Nutrition Tips to Boost Mood

  • Don’t neglect breakfast. A solid breakfast provides energy for the day.
  • Don’t skip meals. Going too long between meals can make you feel irritable and tired, so aim to eat something at least every 3-4 hours.
  • Minimize sugar and refined carbs. You may crave sugary snacks, baked goods, or comfort foods such as pasta or french fries. But these “feel-good” foods quickly lead to a crash in mood and energy.
  • Focus on complex carbohydrates. Foods such as baked potatoes, whole-wheat pasta, brown rice, oatmeal, whole grain breads, and bananas can boost serotonin levels without a crash.
  • Practice mindful eating. Slow down and pay attention to the full experience of eating. Enjoy the taste of your food.
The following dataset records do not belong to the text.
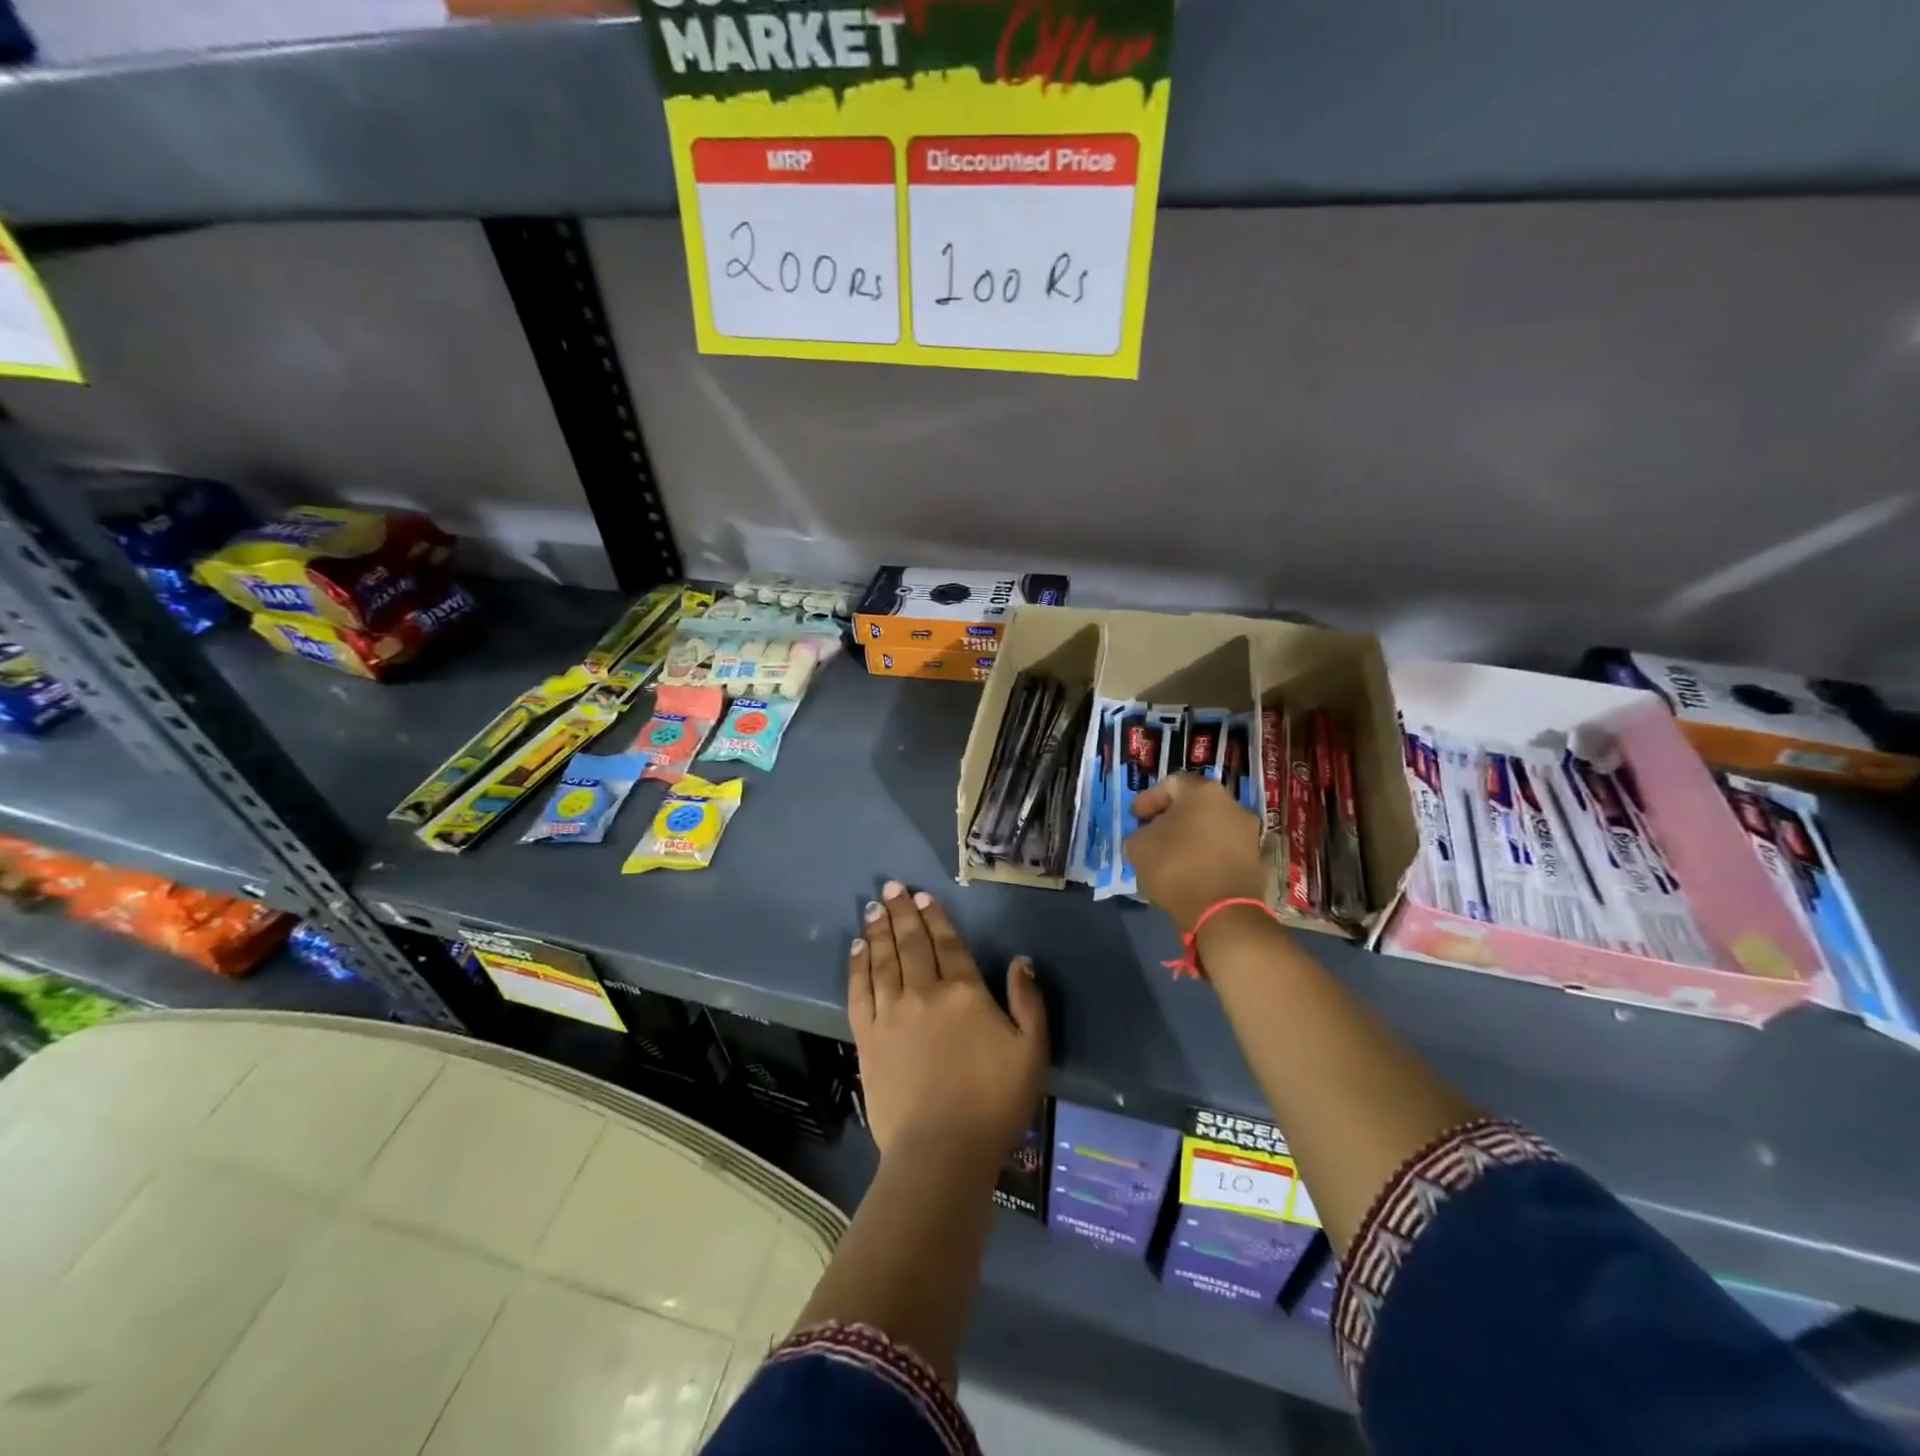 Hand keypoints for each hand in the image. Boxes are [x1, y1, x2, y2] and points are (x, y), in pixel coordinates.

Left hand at [849, 881, 1047, 1164]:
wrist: (941, 1151)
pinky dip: (857, 966)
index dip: (934, 917)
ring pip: (882, 959)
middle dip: (901, 913)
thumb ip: (1028, 1001)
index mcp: (963, 992)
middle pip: (910, 943)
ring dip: (878, 930)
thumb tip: (1021, 961)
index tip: (922, 896)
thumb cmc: (994, 1102)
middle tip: (891, 888)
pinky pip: (859, 990)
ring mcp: (891, 1013)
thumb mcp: (1032, 1052)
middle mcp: (923, 992)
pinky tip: (857, 949)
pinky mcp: (868, 1037)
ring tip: (873, 908)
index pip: (947, 943)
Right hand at [1124, 772, 1268, 930]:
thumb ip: (1139, 834)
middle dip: (1171, 817)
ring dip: (1190, 836)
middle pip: (1194, 804)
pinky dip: (1205, 854)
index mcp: (1203, 792)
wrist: (1224, 912)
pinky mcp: (1255, 859)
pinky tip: (1190, 871)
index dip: (1149, 799)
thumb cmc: (1176, 868)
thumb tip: (1147, 837)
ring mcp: (1248, 832)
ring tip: (1170, 856)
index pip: (1171, 783)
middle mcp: (1231, 804)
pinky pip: (1222, 848)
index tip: (1136, 817)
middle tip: (1152, 834)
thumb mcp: (1138, 847)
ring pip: (1210, 826) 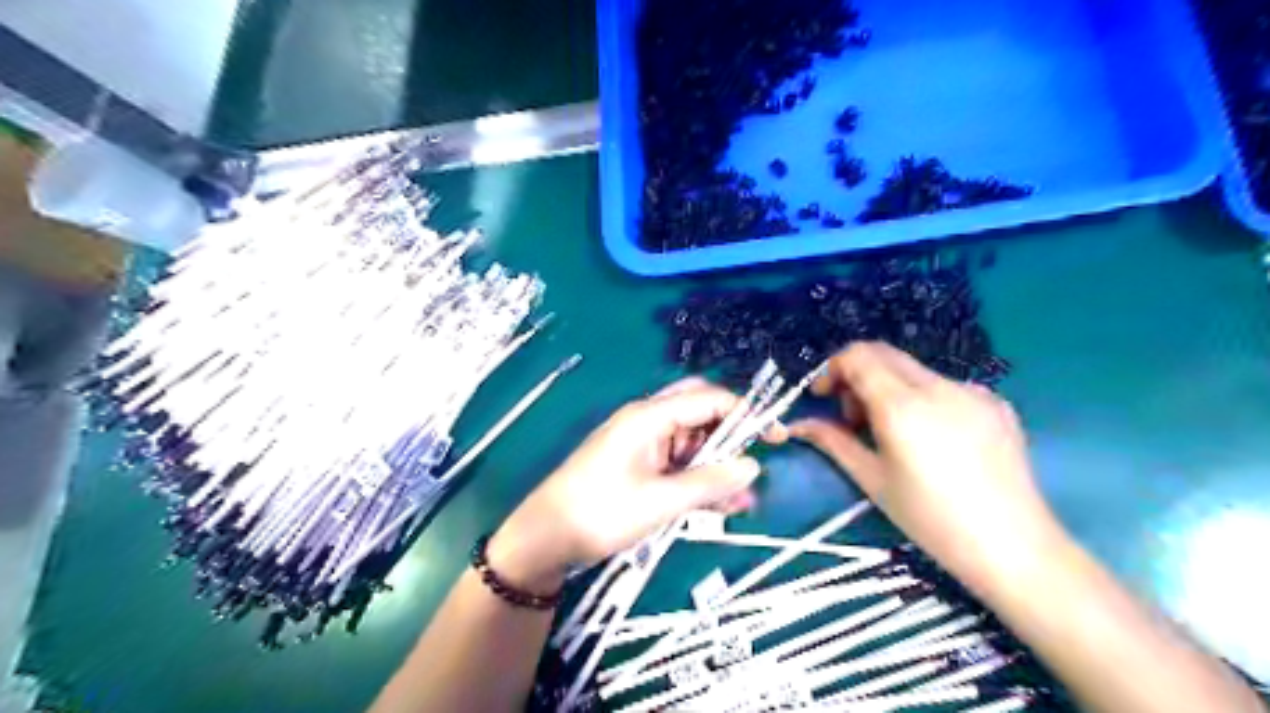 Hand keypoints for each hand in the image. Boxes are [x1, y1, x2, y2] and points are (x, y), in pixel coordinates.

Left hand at [487, 378, 761, 596]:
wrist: (546, 537)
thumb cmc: (601, 513)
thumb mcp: (661, 501)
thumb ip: (709, 482)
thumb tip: (753, 466)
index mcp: (650, 416)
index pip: (708, 400)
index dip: (746, 414)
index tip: (774, 438)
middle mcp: (647, 421)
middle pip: (700, 414)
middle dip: (730, 435)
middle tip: (754, 460)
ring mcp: (642, 444)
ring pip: (691, 442)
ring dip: (716, 464)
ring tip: (742, 499)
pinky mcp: (638, 465)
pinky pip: (677, 463)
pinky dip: (698, 478)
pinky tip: (719, 505)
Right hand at [791, 343, 1064, 592]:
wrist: (1013, 546)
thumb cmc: (931, 519)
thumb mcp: (873, 480)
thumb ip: (833, 441)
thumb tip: (798, 424)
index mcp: (903, 405)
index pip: (858, 356)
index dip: (832, 368)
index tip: (823, 396)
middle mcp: (938, 386)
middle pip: (884, 354)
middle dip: (857, 374)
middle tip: (852, 416)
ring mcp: (972, 390)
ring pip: (914, 370)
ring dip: (889, 386)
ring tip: (891, 431)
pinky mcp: (995, 402)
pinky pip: (944, 386)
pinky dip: (922, 398)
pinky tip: (930, 438)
  • Recent studies have show the following could be helpful in eating, in moderation:
    • Eat foods rich with Omega-3 fatty acid. Foods rich in certain omega-3 fats called EPA and DHA can give your mood a big boost. The best sources are fatty fish such as salmon, herring, mackerel, anchovies, sardines and some cold water fish oil supplements.
    • Boost your B vitamins. Deficiencies in B vitamins such as folic acid and B-12 can trigger depression. To get more, take a B-complex vitamin supplement or eat more citrus fruit, leafy greens, beans, chicken, and eggs.
    • Consider taking a chromium supplement. Some depression studies show that chromium picolinate reduces carbohydrate cravings, eases mood swings, and boosts energy. Supplementing with chromium picolinate is especially effective for people who tend to overeat and oversleep when depressed.